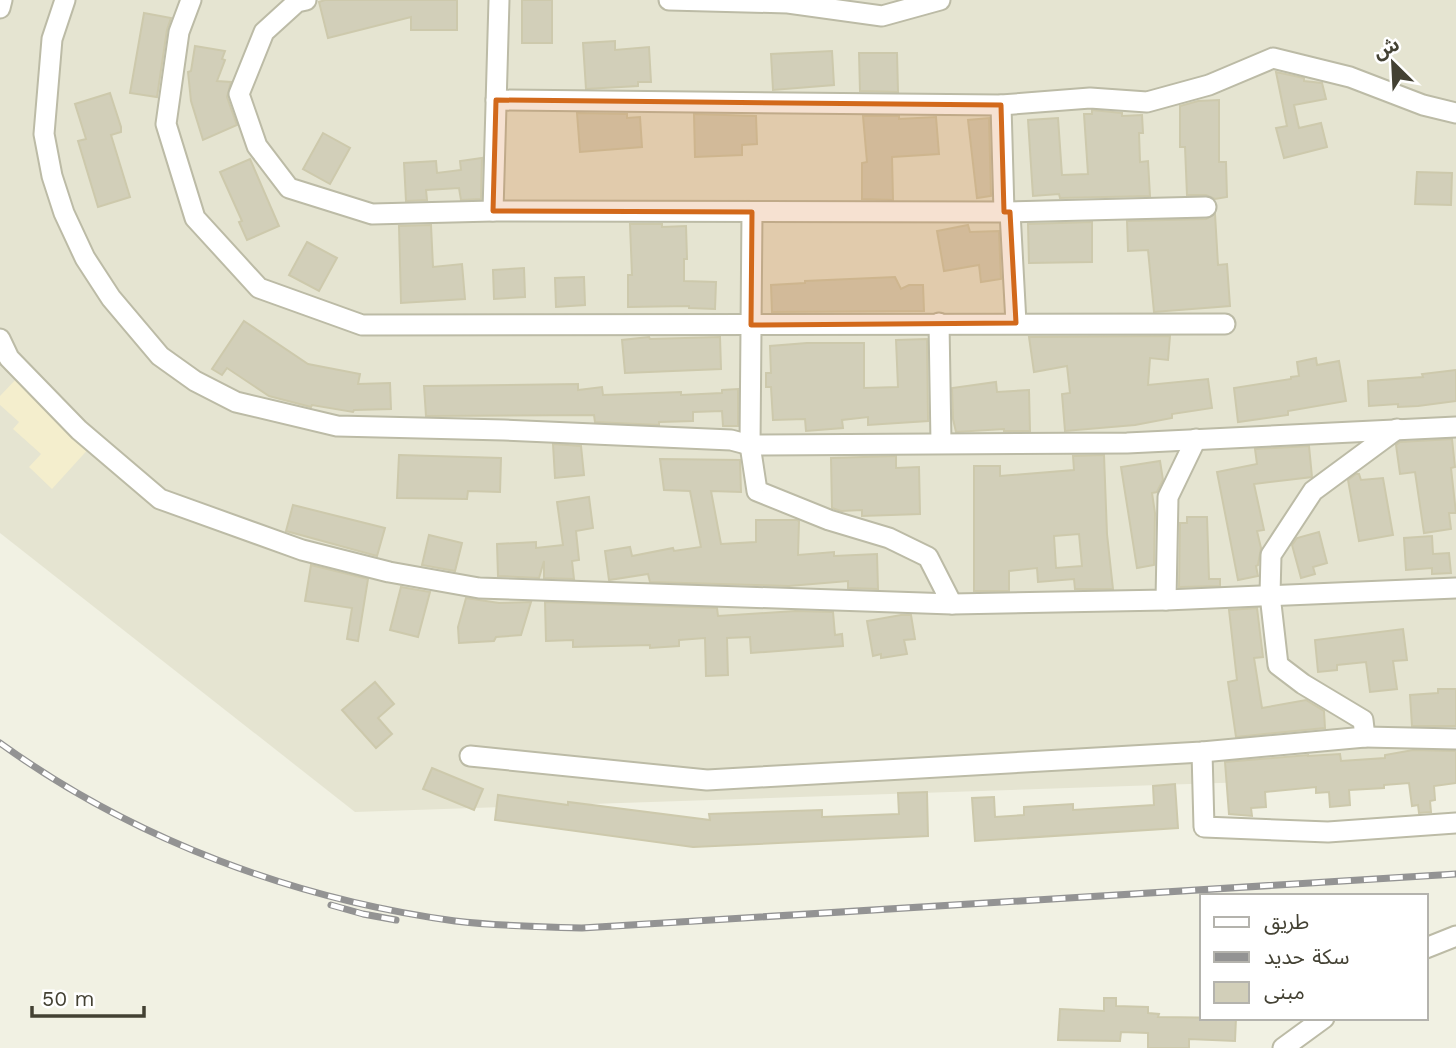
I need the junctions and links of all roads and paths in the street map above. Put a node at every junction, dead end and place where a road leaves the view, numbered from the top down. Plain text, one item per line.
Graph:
1 (2, 0) edge
2 (65, 0) edge
3 (191, 0) edge
4 (306, 0) edge
5 (499, 0) edge
6 (669, 0) edge
7 (940, 0) edge
8 (0, 8) edge
9 (496, 100) junction
10 (1001, 105) junction
11 (1456, 113) edge
12 (1206, 206) dead end
13 (493, 211) junction
14 (752, 212) junction
15 (1007, 212) junction
16 (939, 323) junction
17 (1016, 323) junction
18 (1224, 324) dead end
19 (751, 325) junction
20 (0, 339) edge
21 (1456, 427) edge
22 (1396, 429) junction
23 (1196, 439) junction
24 (941, 443) junction
25 (750, 444) junction
26 (1456, 588) edge
27 (1270, 595) junction
28 (1166, 600) junction
29 (952, 604) junction
30 (1365, 737) junction
31 (1456, 739) edge
32 (1202, 752) junction
33 (470, 756) dead end
34 (1456, 823) edge
35 (1456, 936) edge
36 (1428, 947) edge
37 (1321, 1020) edge
38 (1283, 1048) edge

1 - 8 street
2 - 25 street
3 - 19 street
4 - 13 street
5 - 9 street
6 - 7 street
9 - 10 street
9 - 13 street
10 - 11 street
10 - 15 street
12 - 15 street
13 - 14 street
14 - 15 street
14 - 19 street
15 - 17 street
16 - 17 street
16 - 19 street
16 - 24 street
17 - 18 street
19 - 25 street
20 - 29 street
21 - 22 street
22 - 23 street
22 - 27 street
23 - 24 street
23 - 28 street
24 - 25 street
25 - 29 street
26 - 27 street
27 - 28 street
27 - 30 street
28 - 29 street
30 - 31 street
30 - 32 street
32 - 33 street
32 - 34 street
35 - 36 street
37 - 38 street

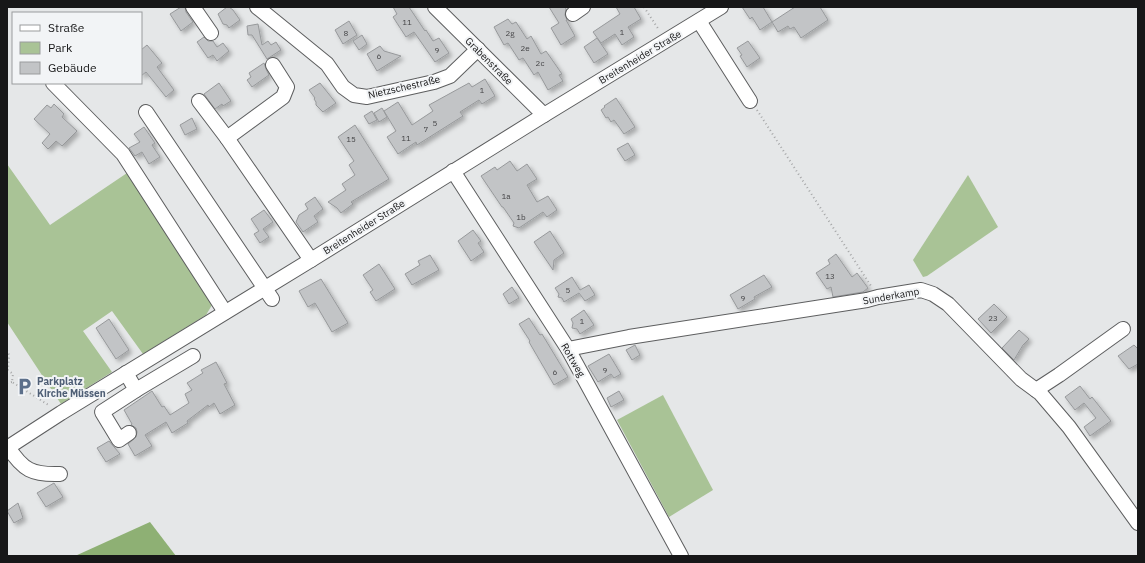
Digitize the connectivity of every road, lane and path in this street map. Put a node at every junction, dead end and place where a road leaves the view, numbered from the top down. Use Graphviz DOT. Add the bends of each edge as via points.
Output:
* * * *
-- ACTIVITY --
A word-for-word copy of the lines from the one with "Digitize the connectivity" through the end of the listing is what should be returned.

-- EXERCISE SOLUTION --
Digitize the connectivity of every road, lane and path in this street map. Put a node at every junction, dead end and place where a road leaves the view, numbered from the top down. Use Graphviz DOT. Add the bends of each edge as via points.
Output:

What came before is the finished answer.